1 Aralık 2004 günü Amerikan Tekstil ve Giyim İthalatçıları Birliği (USA-ITA) mahkemeye başvurarak, hükümetlerinin “Çin ürünlerine karşı önlemler alması”na dur diyecek bir karar alınmasını talep ediyorlardı (http://english.aljazeera.net/NR/exeres/BB3CC3EB-AE54-4D12-858C-9781430194C5.htm).
Çin tekstil ürünlerine yıllardır uygulanan kotaların başka ülkelerde olduğu gibi ABD’de de 1 Ocak 2005 itibarıyla kaldırılması sonucu ürünlerinin “küresel rekabet”e dayanamayacağından korkan “yerli malı” şirketleri bu ülkede ne zamandır lobi yapıp sınırlamaların sürdürülmesini istiyor. İthalatçılar ise, USA-ITA’nın talep ettiği gibi, kotaların söz verildiği tarihte, mızıkçılık yapılmadan kaldırılmasını istiyor.
Çin’in Dünya Ticaret Örgütü’ne 2001’de girişinde, kotaların 2005’de kaldırılması kararına iliştirilen bazı hükümler, lobicilerin dayanak noktasını oluşturuyor. Bu hükümler, “pazarda çöküntüye [disruption] yol açması” ya da “ticaretin düzenli gelişimi”ne engel olacak bir tehdit yaratması halinde, bir DTÖ üyesinin Çin’den tekstil ürünleri ithalatını sınırlandırmaya devam edebilmesini öngörüyor.
Türk şirketlerinin aktif olarak katıldığı bir uluslararası lobi faaliyeti olan “İstanbul Deklarasyonu”nun (3) Brüksel toplantıları sonunda, 17 Haziran 2004’de bir bildiri yayınlanmıştı (http://www.zaman.com.tr/?bl=ekonomi&alt=&trh=20040618&hn=60835).
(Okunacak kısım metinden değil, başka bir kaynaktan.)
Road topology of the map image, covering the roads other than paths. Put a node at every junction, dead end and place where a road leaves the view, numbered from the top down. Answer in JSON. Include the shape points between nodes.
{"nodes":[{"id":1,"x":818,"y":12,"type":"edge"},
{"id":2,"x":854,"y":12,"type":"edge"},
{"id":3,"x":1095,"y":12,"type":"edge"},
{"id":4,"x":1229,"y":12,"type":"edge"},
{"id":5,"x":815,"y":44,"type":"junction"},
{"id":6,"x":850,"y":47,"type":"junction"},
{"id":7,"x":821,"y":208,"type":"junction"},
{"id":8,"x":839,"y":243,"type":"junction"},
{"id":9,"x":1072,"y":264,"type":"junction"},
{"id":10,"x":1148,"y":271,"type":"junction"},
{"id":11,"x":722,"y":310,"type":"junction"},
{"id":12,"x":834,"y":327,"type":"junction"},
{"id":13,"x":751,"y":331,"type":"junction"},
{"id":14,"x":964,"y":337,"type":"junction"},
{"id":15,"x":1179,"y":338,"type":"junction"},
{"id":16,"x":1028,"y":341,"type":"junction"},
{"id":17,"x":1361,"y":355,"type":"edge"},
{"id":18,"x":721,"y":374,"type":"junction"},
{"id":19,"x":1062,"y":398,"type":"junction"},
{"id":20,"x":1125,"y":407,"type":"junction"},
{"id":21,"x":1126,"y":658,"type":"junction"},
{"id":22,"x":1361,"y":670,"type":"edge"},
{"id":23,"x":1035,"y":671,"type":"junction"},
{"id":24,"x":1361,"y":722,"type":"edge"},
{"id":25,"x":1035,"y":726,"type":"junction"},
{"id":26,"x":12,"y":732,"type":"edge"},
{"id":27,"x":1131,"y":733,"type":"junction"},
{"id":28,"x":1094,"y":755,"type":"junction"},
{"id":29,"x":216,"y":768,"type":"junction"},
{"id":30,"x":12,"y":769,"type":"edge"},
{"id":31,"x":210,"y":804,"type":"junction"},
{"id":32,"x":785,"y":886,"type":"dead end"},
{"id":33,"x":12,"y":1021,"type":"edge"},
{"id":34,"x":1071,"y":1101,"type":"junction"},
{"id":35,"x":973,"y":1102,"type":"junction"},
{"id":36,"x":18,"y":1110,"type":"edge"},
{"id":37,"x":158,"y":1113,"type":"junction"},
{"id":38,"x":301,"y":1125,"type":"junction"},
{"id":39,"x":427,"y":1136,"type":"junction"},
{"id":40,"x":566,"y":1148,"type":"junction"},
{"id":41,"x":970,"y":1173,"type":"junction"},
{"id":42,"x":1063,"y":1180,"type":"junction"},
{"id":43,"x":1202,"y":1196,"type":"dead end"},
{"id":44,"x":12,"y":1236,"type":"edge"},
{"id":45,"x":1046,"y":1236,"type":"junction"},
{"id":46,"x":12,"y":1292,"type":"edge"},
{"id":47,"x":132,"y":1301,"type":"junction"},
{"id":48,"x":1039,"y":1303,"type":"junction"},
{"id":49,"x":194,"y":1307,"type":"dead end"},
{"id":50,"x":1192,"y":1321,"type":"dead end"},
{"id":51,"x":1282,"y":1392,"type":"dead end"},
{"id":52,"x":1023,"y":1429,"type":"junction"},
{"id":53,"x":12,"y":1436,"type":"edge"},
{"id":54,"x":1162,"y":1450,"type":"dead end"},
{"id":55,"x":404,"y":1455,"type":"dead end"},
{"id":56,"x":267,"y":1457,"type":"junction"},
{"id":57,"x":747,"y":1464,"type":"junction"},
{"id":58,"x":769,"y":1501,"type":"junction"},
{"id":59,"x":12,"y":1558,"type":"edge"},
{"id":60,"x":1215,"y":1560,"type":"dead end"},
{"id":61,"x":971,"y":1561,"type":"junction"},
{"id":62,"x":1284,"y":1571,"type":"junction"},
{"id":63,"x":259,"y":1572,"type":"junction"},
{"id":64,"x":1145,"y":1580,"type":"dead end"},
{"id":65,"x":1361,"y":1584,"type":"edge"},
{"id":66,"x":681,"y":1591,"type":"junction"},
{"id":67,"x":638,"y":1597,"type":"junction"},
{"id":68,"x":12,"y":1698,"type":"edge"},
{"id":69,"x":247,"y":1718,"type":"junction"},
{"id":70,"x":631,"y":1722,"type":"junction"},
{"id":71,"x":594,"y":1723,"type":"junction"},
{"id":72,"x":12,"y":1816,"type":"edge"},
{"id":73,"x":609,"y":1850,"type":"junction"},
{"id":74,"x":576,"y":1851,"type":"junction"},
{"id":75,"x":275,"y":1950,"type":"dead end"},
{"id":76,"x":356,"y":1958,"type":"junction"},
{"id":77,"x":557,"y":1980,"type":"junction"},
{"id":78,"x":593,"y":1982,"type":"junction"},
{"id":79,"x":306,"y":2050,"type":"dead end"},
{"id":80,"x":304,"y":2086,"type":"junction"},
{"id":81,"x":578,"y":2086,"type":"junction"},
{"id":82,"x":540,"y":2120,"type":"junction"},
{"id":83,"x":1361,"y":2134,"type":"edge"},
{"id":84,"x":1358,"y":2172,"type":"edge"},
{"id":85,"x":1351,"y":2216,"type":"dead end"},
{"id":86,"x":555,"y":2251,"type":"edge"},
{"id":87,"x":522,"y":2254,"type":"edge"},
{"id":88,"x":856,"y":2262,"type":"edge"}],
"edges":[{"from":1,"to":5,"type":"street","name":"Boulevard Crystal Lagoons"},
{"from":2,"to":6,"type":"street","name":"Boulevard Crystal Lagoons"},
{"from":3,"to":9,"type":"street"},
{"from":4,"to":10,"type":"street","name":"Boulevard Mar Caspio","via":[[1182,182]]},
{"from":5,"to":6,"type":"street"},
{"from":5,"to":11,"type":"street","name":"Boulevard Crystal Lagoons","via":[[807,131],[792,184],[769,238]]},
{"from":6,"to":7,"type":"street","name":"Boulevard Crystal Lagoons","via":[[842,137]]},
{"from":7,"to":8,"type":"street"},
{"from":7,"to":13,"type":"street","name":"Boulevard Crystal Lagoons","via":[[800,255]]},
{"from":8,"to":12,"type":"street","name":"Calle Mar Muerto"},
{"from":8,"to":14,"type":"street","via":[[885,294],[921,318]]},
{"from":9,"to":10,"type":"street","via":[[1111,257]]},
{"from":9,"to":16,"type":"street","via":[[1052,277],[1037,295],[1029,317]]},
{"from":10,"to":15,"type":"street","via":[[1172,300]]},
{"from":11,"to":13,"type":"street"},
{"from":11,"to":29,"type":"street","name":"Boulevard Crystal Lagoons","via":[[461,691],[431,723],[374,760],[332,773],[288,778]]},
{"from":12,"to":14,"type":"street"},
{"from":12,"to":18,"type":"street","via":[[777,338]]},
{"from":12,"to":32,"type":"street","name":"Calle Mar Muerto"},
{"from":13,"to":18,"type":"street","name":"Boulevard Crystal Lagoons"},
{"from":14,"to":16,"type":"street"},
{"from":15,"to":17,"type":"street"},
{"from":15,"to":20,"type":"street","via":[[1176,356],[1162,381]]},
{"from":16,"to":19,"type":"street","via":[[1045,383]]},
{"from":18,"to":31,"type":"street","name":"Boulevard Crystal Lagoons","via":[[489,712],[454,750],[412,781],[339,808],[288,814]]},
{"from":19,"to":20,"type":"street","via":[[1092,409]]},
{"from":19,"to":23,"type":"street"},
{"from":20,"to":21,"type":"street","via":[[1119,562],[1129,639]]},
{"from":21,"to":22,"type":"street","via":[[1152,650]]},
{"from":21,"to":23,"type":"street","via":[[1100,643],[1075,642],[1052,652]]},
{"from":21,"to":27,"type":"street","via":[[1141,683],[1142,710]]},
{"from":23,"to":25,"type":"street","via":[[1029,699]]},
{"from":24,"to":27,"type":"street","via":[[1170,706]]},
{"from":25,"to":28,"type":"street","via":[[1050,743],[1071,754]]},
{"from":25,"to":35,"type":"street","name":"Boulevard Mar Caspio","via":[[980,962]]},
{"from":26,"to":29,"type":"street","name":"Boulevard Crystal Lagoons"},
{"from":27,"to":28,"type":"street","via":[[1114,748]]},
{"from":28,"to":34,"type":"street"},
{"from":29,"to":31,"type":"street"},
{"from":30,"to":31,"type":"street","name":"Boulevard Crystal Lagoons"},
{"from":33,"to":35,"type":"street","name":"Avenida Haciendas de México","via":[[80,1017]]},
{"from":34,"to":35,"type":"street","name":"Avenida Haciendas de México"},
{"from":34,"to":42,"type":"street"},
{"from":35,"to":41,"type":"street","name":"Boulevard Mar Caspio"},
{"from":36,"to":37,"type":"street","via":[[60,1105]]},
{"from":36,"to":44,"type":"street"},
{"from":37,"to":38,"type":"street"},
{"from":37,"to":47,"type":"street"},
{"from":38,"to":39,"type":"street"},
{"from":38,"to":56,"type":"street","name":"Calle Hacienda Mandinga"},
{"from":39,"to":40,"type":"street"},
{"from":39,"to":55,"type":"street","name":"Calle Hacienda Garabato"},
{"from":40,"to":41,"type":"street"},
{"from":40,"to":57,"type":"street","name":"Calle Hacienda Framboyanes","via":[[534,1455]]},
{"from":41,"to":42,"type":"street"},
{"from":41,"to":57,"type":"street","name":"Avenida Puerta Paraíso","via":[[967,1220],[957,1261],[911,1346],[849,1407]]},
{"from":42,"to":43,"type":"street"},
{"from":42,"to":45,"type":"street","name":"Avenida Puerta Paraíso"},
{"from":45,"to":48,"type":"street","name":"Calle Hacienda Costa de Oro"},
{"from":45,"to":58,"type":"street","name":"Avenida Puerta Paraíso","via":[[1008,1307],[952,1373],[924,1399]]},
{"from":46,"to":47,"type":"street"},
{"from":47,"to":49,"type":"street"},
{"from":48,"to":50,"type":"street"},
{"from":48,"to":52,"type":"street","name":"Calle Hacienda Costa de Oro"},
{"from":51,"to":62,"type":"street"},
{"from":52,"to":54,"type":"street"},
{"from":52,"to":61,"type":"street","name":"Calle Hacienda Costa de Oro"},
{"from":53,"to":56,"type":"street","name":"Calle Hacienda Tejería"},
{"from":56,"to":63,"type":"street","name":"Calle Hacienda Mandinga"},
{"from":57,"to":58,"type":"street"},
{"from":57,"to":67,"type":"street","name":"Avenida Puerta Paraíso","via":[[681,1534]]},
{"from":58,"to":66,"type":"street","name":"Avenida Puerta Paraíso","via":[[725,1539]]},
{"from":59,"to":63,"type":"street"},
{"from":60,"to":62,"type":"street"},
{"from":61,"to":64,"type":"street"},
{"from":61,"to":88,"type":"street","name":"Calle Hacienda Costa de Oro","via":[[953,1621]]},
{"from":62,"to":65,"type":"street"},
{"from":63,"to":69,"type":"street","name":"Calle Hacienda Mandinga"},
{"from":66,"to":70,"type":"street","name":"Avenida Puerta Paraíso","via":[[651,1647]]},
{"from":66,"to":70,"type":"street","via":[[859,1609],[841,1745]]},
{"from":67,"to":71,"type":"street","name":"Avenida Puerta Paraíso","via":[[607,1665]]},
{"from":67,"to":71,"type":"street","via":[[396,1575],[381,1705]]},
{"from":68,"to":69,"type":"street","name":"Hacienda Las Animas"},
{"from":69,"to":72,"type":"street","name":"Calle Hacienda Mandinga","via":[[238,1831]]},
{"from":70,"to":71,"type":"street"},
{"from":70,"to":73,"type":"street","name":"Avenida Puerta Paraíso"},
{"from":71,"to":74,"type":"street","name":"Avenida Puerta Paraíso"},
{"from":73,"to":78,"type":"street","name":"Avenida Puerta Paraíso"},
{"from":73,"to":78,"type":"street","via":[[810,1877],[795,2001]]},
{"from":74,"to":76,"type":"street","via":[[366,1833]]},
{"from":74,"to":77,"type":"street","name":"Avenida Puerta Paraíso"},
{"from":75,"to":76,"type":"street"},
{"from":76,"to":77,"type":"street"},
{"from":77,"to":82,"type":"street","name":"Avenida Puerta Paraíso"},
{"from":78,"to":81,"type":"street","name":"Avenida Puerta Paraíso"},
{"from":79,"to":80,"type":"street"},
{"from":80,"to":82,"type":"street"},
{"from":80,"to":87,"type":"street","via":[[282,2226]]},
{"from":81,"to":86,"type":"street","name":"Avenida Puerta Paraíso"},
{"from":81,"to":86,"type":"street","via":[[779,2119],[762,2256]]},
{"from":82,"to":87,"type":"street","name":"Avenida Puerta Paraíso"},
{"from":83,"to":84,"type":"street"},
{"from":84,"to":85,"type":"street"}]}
Altında 47 ülkeden “temsilciler”in imzası bulunan bildiride, “2005’de kotaların kalkmasıyla, Çin’in çoğu gelişmekte olan ülkelerde 30 milyon kişinin işsiz kalmasına yol açabileceği” vurgulanıyor, bu durumdan da en fazla kadınların etkileneceği belirtiliyor ve kotaların kaldırılmasının ertelenmesi için “Dünya Ticaret Örgütü’ne doğrudan başvuruda bulunulacağı” açıklanıyordu.
Brüksel toplantılarının destekçilerinden İstanbul Tekstil ve Hammadde İhracatçı Birlikleri (İTHİB) Başkanı İsmail Gülle, bir hafta kadar önce de Takvim gazetesine yaptığı açıklamada (http://www.takvim.com.tr/2004/06/11/eko101.html), “Özel sektör kendi imkânlarıyla ne kadar yaparsa yapsın, tedbir almanın sonu yok. Devletin birtakım önlemler alması, konuya el atması gerekiyor” diyordu.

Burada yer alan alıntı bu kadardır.